A. Standard of Review
¶26 Defendants’ contentions before us require us to interpret C.R.C.P. 11. We interpret the Colorado Rules of Civil Procedure de novo. Mason v. Farm Credit of S. Colo., ACA, 2018 CO 46, ¶ 7, 419 P.3d 975, 979. In doing so, we interpret the rules according to their commonly understood and accepted meanings. Id. Moreover, we construe the rules liberally to effectuate their objective of securing “the just, speedy, and inexpensive determination of every action.” Id. (quoting C.R.C.P. 1(a)).
¶27 Similarly, we review de novo a district court's dismissal of a complaint for failure to state a claim under C.R.C.P. 12(b)(5). Jagged Peak Energy Inc. v. Okla. Police Pension & Ret. Sys., 2022 CO 54, ¶ 24, 523 P.3d 438, 446.
B. Pleading and Investigation Requirements
¶28 The principal purpose of a complaint is to provide notice of the claims being asserted. Kluge v. Wilson, 448 P.2d 786, 787 (Colo. 1968). C.R.C.P. 8(a)(2) sets out the basic requirements of a claim for relief: “A pleading which sets forth a claim for a relief whether an original claim, counterclaim, cross-claim, or a third-party claim, shall contain ․ a short and plain statement of the claim showing that the pleader is entitled to relief ․” C.R.C.P. 8(e)(1) adds, “When a pleader is without direct knowledge, allegations may be made upon information and belief.”
¶29 C.R.C.P. 11(a), in turn, provides, in pertinent part:
Every pleading of a party represented by an attorney shall be signed by at least one attorney of record in his individual name․ The signature of an attorney constitutes a certificate by him that he has read the pleading; that to the best of his knowledge, information, and belief formed after reasonable inquiry, it is well grounded in fact and is warranted by existing law or a good faith argument for the extension, modification, or reversal of existing law, and that it is not interposed for any improper purpose, such as to harass or to cause unnecessary delay or needless increase in the cost of litigation.

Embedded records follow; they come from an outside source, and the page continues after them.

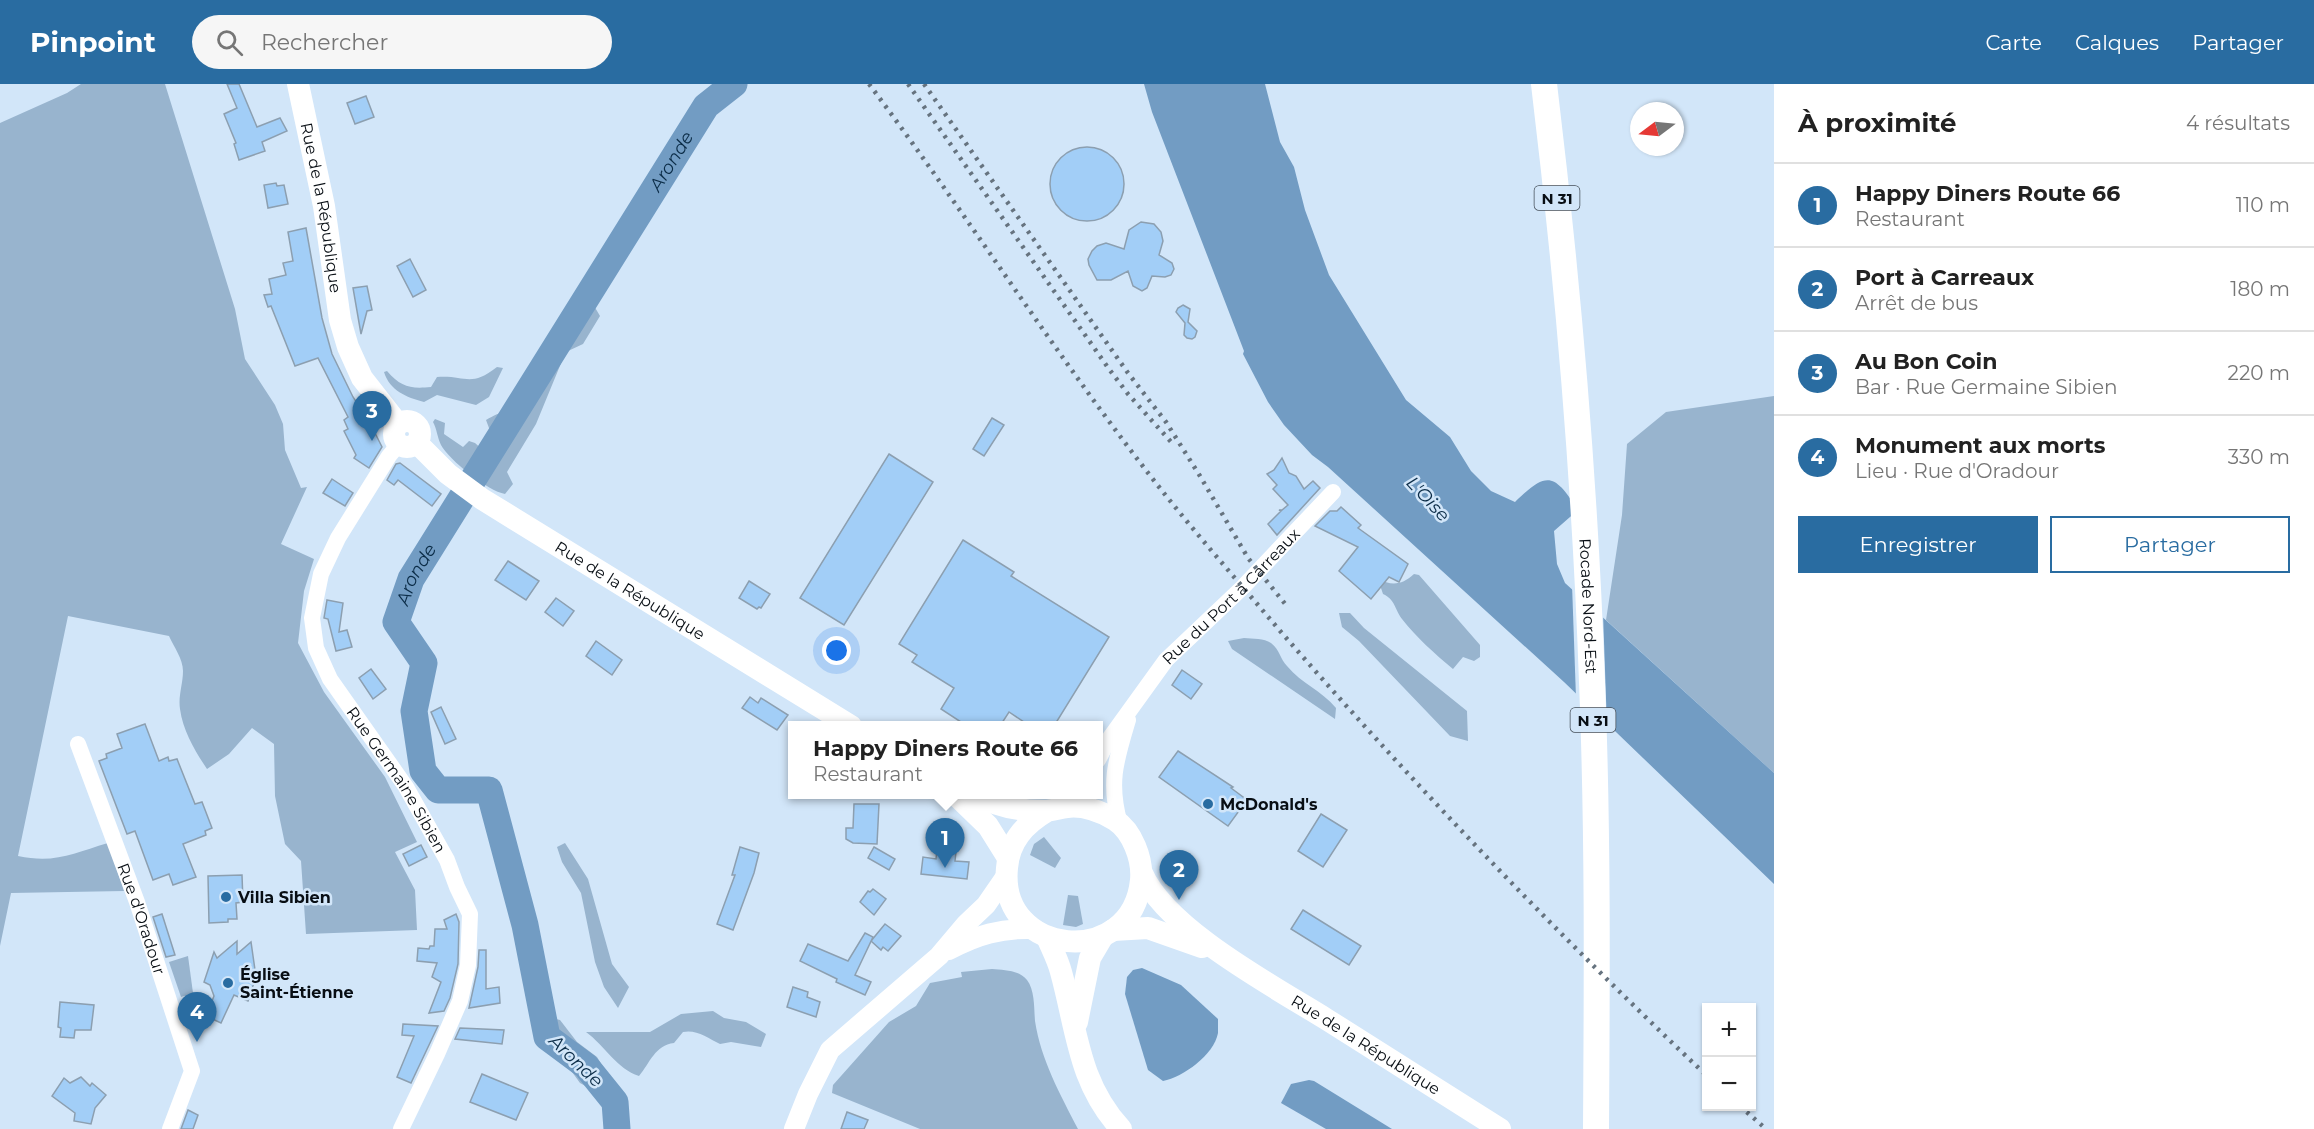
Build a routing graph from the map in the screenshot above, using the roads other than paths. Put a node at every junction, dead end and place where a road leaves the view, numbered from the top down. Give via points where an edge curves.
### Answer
1 (298, 84) edge
2 (1544, 84) edge
3 (405, 437) junction
4 (1333, 492) dead end
5 (1132, 705) junction
6 (843, 721) edge
7 (78, 744) dead end
8 (1103, 750) edge
9 (959, 799) edge
10 (985, 799) edge
11 (1065, 804) edge
12 (1120, 824) junction
13 (1007, 867) junction
14 (1142, 873) junction
15 (1040, 933) junction
16 (1108, 933) junction
17 (939, 956) junction
18 (1231, 959) junction
19 (1076, 1032) junction
20 (200, 1051) dead end
21 (192, 1071) junction
22 (170, 1129) edge
23 (401, 1129) edge
24 (794, 1129) edge
25 (1120, 1129) edge
26 (1500, 1129) edge
27 (1596, 1129) edge

1 - 3 main road, Rue de la République via 324,206 340,321 363,378
2 - 27 main road, Rocade Nord-Est / N 31 via 1570,335 1585,539 1596,816
3 - 6 main road, Rue de la République via 482,500
3 - 23 street, Rue Germaine Sibien via 338,538 321,574 312,618 316,648 330,679 406,787 447,860 470,914 468,965 460,1001
4 - 5 street, Rue du Port à Carreaux via 1166,660
5 - 8 street, Rue du Port à Carreaux
5 - 12 street, Rue du Port à Carreaux via 1113,782
7 - 21 street, Rue d'Oradour via 137,902
9 - 13 main road via 988,826
10 - 11 main road via 1012,809
11 - 12 main road via 1099,812
11 - 13 main road via 1028,824 1019,834
12 - 14 main road via 1138,853
13 - 15 main road via 1012,904 1021,918
13 - 17 street via 986,905
14 - 16 main road via 1134,905
14 - 18 main road, Rue de la République via 1164,907
15 - 16 main road via 1066,942 1085,942
15 - 17 street via 1011,928 982,934
15 - 19 main road via 1062,973
16 - 18 main road, Rue de la République via 1148,928
16 - 19 main road via 1090,958 1077,1010
17 - 24 street via 830,1050
18 - 26 main road, Rue de la République
19 - 25 main road via 1084,1070 1106,1113
20 - 21 street
21 - 22 street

¶30 This rule focuses on the pre-filing and pre-pleading behavior of the attorney and personalizes the responsibility of the attorney who certified the pleading by signing it. People v. Trupp, 51 P.3d 985, 990, 992 (Colo. 2002) (“Trupp I”). The rule also “safeguards the judicial process by compelling attorneys to submit pleadings which are truthful and advance meritorious legal arguments.” Stepanek v. Delta Cnty., 940 P.2d 364, 370 (Colo. 1997).
¶31 The scope of a C.R.C.P. 11(a) inquiry “concerns whether the attorney (1) has read the pleading in question; (2) has undertaken reasonable inquiry into the pleading's factual and legal assertions; and (3) possessed a proper purpose in filing the pleading.” Trupp I, 51 P.3d at 991. The inquiry does not, however, turn on the outcome of a case. Id. Rather, “it turns on whether the attorney met the reasonable inquiry and proper purpose threshold in preparing and filing the pleading.” Id.
¶32 Bad faith is not a prerequisite of a C.R.C.P. 11 violation. Trupp II, 92 P.3d at 930. Accordingly, an attorney may violate C.R.C.P. 11(a) solely by failing to conduct an objectively reasonable inquiry before filing a signed pleading. Id.
C. Objectively Reasonable Inquiry
¶33 Defendants essentially argue that Houser's counsel did not conduct an objectively reasonable inquiry when drafting the amended complaint because counsel (1) copied allegations and information from complaints in other cases without personally verifying or corroborating such allegations and information and (2) did not speak with any of the confidential witnesses cited in the other cases before copying their allegations into the amended complaint here. As a result, defendants contend, Houser's counsel failed to comply with C.R.C.P. 11, and, therefore, the division's decision should be reversed.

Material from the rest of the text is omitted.